Saved data entries:

_ _ _ _ _

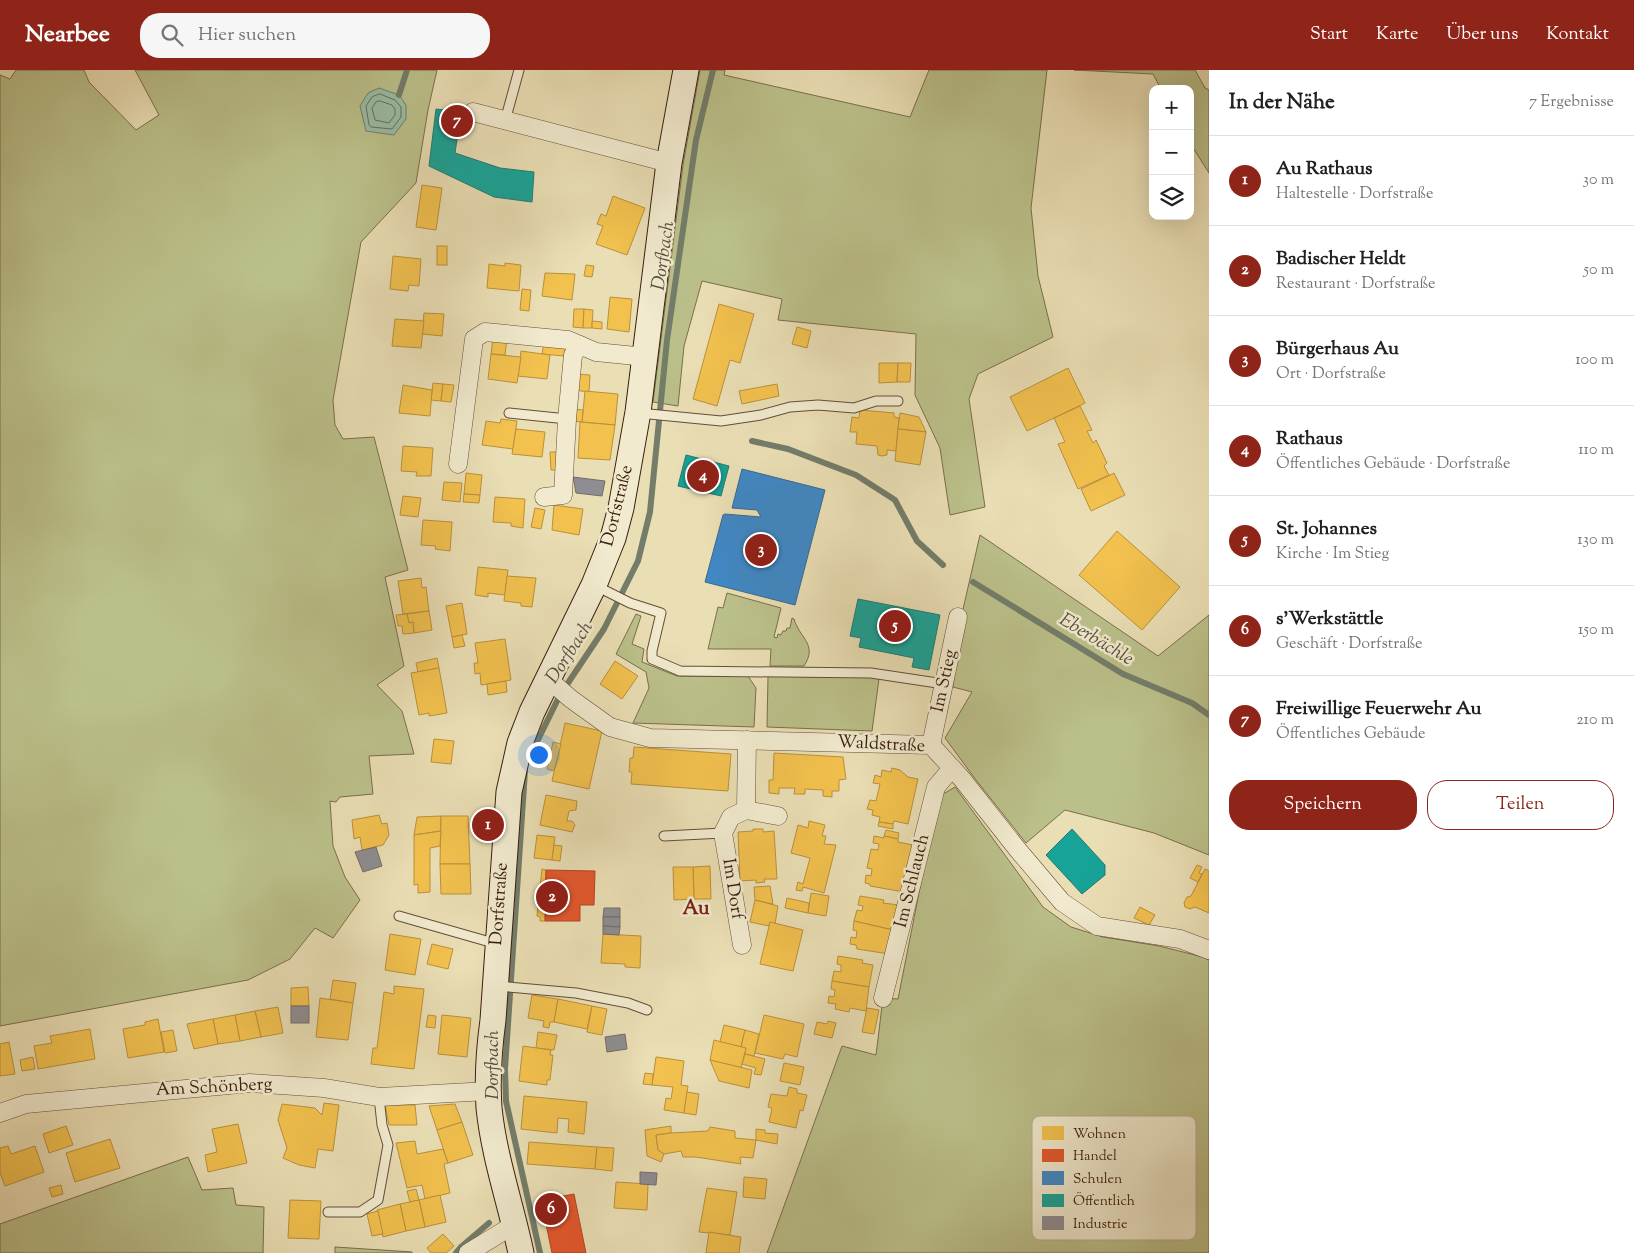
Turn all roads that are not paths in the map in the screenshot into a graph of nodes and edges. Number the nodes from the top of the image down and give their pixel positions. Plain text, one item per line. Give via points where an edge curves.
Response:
1 (519, 70) edge
2 (686, 70) edge
3 (473, 112) dead end
4 (505, 121) junction
5 (670, 163) junction
6 (580, 345) junction
7 (646, 357) junction
8 (898, 401) dead end
9 (509, 413) dead end
10 (646, 414) junction
11 (567, 419) junction
12 (458, 464) dead end
13 (544, 497) dead end
14 (603, 589) junction
15 (958, 617) dead end
16 (551, 682) junction
17 (944, 684) junction
18 (747, 740) junction
19 (931, 746) junction
20 (952, 768) junction
21 (746, 810) junction
22 (778, 816) dead end
23 (723, 832) junction
24 (664, 836) dead end
25 (399, 916) dead end
26 (497, 944) junction
27 (742, 945) dead end
28 (1209, 950) edge
29 (509, 987) junction
30 (883, 998) dead end
31 (647, 1010) dead end
32 (488, 1091) junction
33 (379, 1097) junction
34 (0, 1113) edge
35 (328, 1212) dead end
36 (515, 1224) junction
37 (468, 1253) edge
38 (521, 1253) edge

1 - 4 lane
2 - 5 main road, Dorfstraße
3 - 4 street
4 - 5 street
5 - 7 main road, Dorfstraße
6 - 7 street via 596,352
6 - 11 street via 573,355
6 - 12 street via 568,340 485,332 474,338
7 - 10 main road, Dorfstraße
8 - 10 lane via 876,401 854,408 790,407 721,421
9 - 11 lane
10 - 14 main road, Dorfstraße
11 - 13 street via 563,495
14 - 16 main road, Dorfstraße
14 - 17 lane via 661,613 652,659 680,671 871,673
15 - 17 street, Im Stieg
16 - 18 street, Waldstraße via 610,727 650,738
16 - 26 main road, Dorfstraße via 532,712 520,743 509,792
17 - 19 street, Im Stieg
18 - 19 street, Waldstraße
18 - 21 street
19 - 20 street, Waldstraße
20 - 28 street, Waldstraße via 1062,902 1097,926 1180,939
20 - 30 street, Im Schlauch via 936,787
21 - 22 street
21 - 23 street via 731,817
23 - 24 lane
23 - 27 street, Im Dorf
25 - 26 lane
26 - 29 main road, Dorfstraße
29 - 31 lane via 576,993
29 - 32 main road, Dorfstraße via 493,1020
32 - 33 street, Am Schönberg
32 - 36 main road, Dorfstraße via 499,1162
33 - 34 street, Am Schönberg via 324,1088 250,1083 26,1104
33 - 35 lane via 388,1145 378,1200 360,1212
36 - 37 street
36 - 38 main road, Dorfstraße

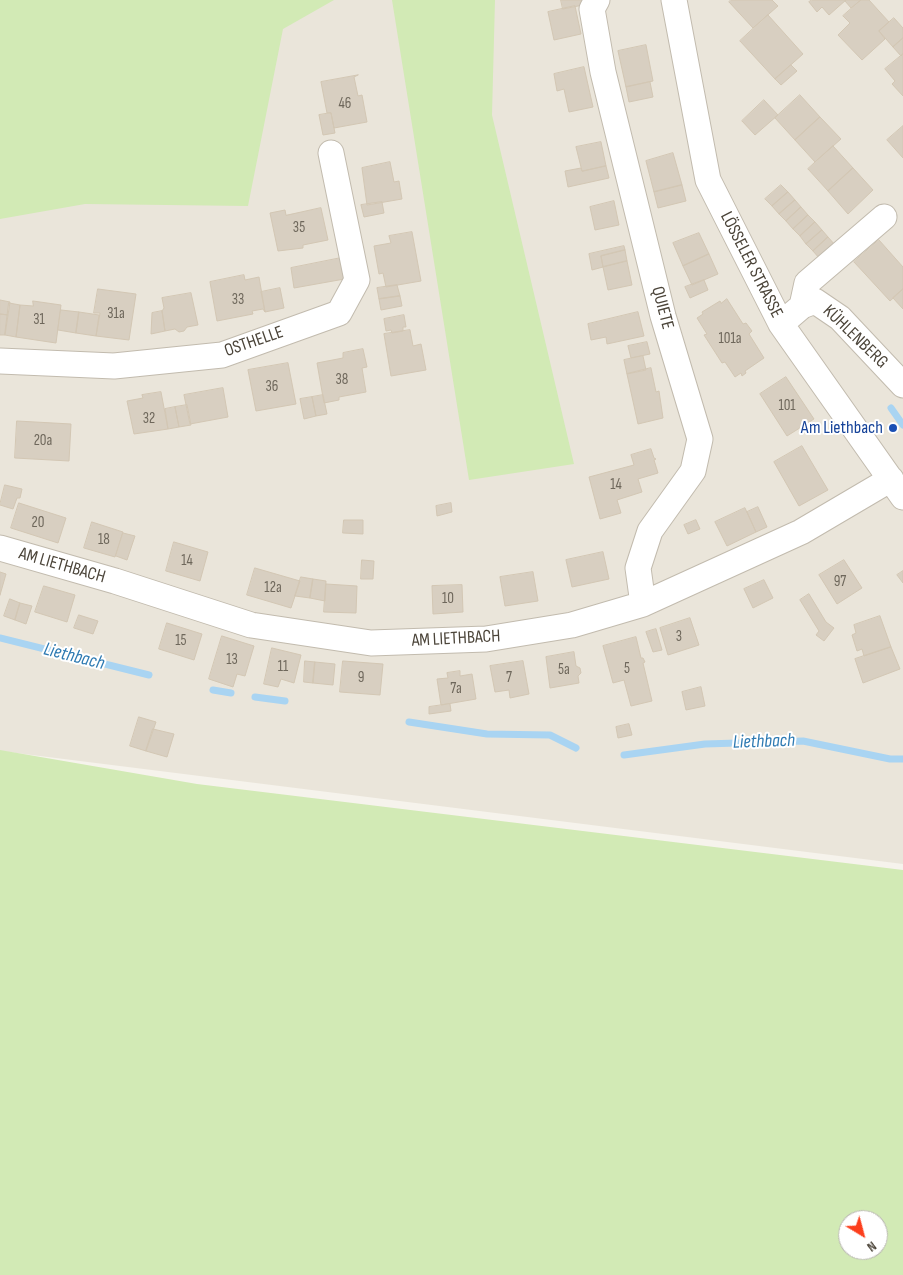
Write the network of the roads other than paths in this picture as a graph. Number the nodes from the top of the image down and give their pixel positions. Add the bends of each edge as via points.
1 (597, 0) edge
2 (674, 0) edge
3 (331, 152) dead end
4 (884, 216) dead end
5 (802, 306) junction
6 (781, 324) junction
7 (0, 361) edge
8 (903, 385) edge
9 (897, 488) edge
10 (0, 548) edge
11 (643, 604) junction

1 - 11 street, QUIETE via 592,9 603,72 663,316 700,440 693,471 650,532 638,568
2 - 6 street, LÖSSELER STRASSE via 708,180
3 - 7 street, OSTHELLE via 357,280 339,313 222,355 114,366
4 - 5 street, KÜHLENBERG via 806,284
5 - 6 street, KÜHLENBERG
5 - 8 street, KÜHLENBERG via 815,301 840,318
6 - 9 street, LÖSSELER STRASSE
9 - 11 street, AM LIETHBACH
10 - 11 street, AM LIETHBACH via 251,625 371,643 486,639 572,625

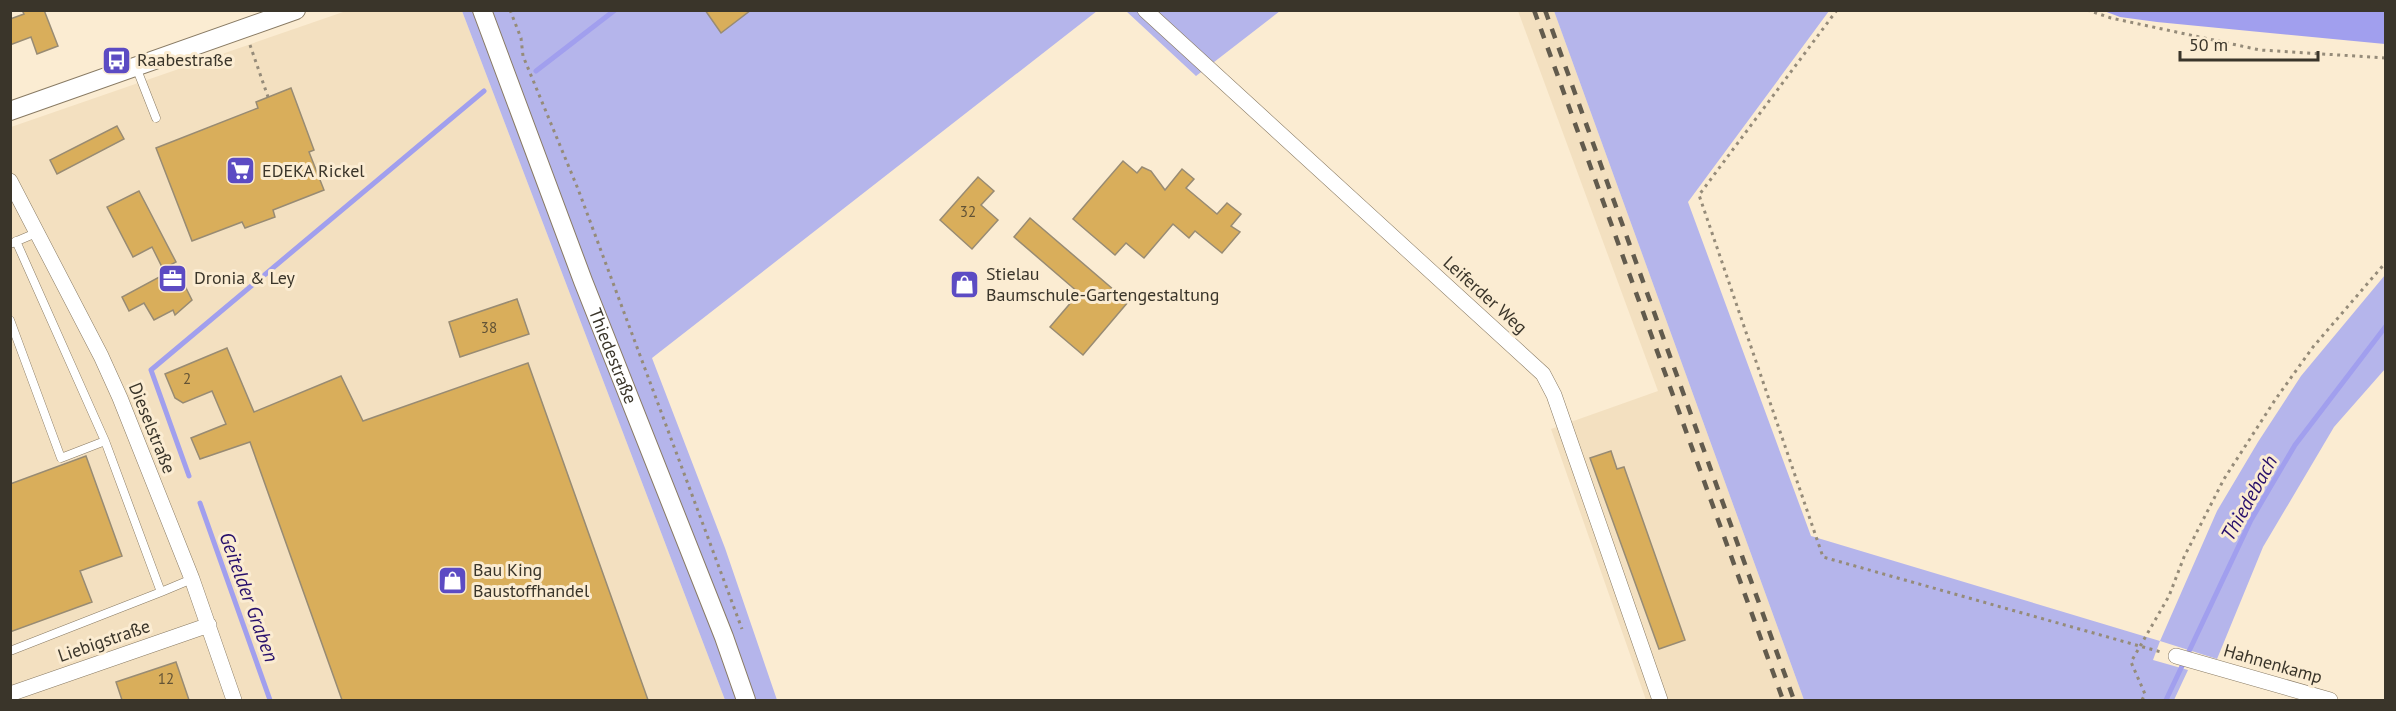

_ _ _ _ _

Task brief –
Would you please set down the data above again exactly, without its pictures?

Output for this exercise –
Turn all roads that are not paths in the map in the screenshot into a graph of nodes and edges. Number the nodes from the top of the image down and give their pixel positions. Plain text, one item per line. Give via points where an edge curves.
Response:
1 (519, 70) edge
2 (686, 70) edge
3 (473, 112) dead end
4 (505, 121) junction
5 (670, 163) junction
6 (580, 345) junction
7 (646, 357) junction
8 (898, 401) dead end
9 (509, 413) dead end
10 (646, 414) junction
11 (567, 419) junction
12 (458, 464) dead end
13 (544, 497) dead end
14 (603, 589) junction
15 (958, 617) dead end
16 (551, 682) junction
17 (944, 684) junction
18 (747, 740) junction
19 (931, 746) junction
20 (952, 768) junction
21 (746, 810) junction
22 (778, 816) dead end
23 (723, 832) junction
24 (664, 836) dead end
25 (399, 916) dead end
26 (497, 944) junction
27 (742, 945) dead end
28 (1209, 950) edge
29 (509, 987) junction
30 (883, 998) dead end
31 (647, 1010) dead end
32 (488, 1091) junction
33 (379, 1097) junction
34 (0, 1113) edge
35 (328, 1212) dead end
36 (515, 1224) junction
37 (468, 1253) edge
38 (521, 1253) edge

1 - 4 lane
2 - 5 main road, Dorfstraße
3 - 4 street
4 - 5 street
5 - 7 main road, Dorfstraße
6 - 7 street via 596,352
6 - 11 street via 573,355
6 - 12 street via 568,340 485,332 474,338
7 - 10 main road, Dorfstraße
8 - 10 lane via 876,401 854,408 790,407 721,421
9 - 11 lane
10 - 14 main road, Dorfstraße
11 - 13 street via 563,495
14 - 16 main road, Dorfstraße
14 - 17 lane via 661,613 652,659 680,671 871,673
15 - 17 street, Im Stieg
16 - 18 street, Waldstraße via 610,727 650,738
16 - 26 main road, Dorfstraße via 532,712 520,743 509,792
17 - 19 street, Im Stieg
18 - 19 street, Waldstraße
18 - 21 street
19 - 20 street, Waldstraße
20 - 28 street, Waldstraße via 1062,902 1097,926 1180,939
20 - 30 street, Im Schlauch via 936,787
21 - 22 street
21 - 23 street via 731,817
23 - 24 lane
23 - 27 street, Im Dorf
25 - 26 lane
26 - 29 main road, Dorfstraße
29 - 31 lane via 576,993
29 - 32 main road, Dorfstraße via 493,1020
32 - 33 street, Am Schönberg
32 - 36 main road, Dorfstraße via 499,1162
33 - 34 street, Am Schönberg via 324,1088 250,1083 26,1104
33 - 35 lane via 388,1145 378,1200 360,1212
36 - 37 street
36 - 38 main road, Dorfstraße

Write the network of the roads other than paths in this picture as a graph. Number the nodes from the top of the image down and give their pixel positions. Add the bends of each edge as via points.
1 (597, 0) edge
2 (674, 0) edge
3 (331, 152) dead end
4 (884, 216) dead end
5 (802, 306) junction
6 (781, 324) junction
7 (0, 361) edge
8 (903, 385) edge
9 (897, 488) edge
10 (0, 548) edge
11 (643, 604) junction

1 - 11 street, QUIETE via 592,9 603,72 663,316 700,440 693,471 650,532 638,568
2 - 6 street, LÖSSELER STRASSE via 708,180
3 - 7 street, OSTHELLE via 357,280 339,313 222,355 114,366
4 - 5 street, KÜHLENBERG via 806,284
5 - 6 street, KÜHLENBERG
5 - 8 street, KÜHLENBERG via 815,301 840,318
6 - 9 street, LÖSSELER STRASSE
9 - 11 street, AM LIETHBACH
10 - 11 street, AM LIETHBACH via 251,625 371,643 486,639 572,625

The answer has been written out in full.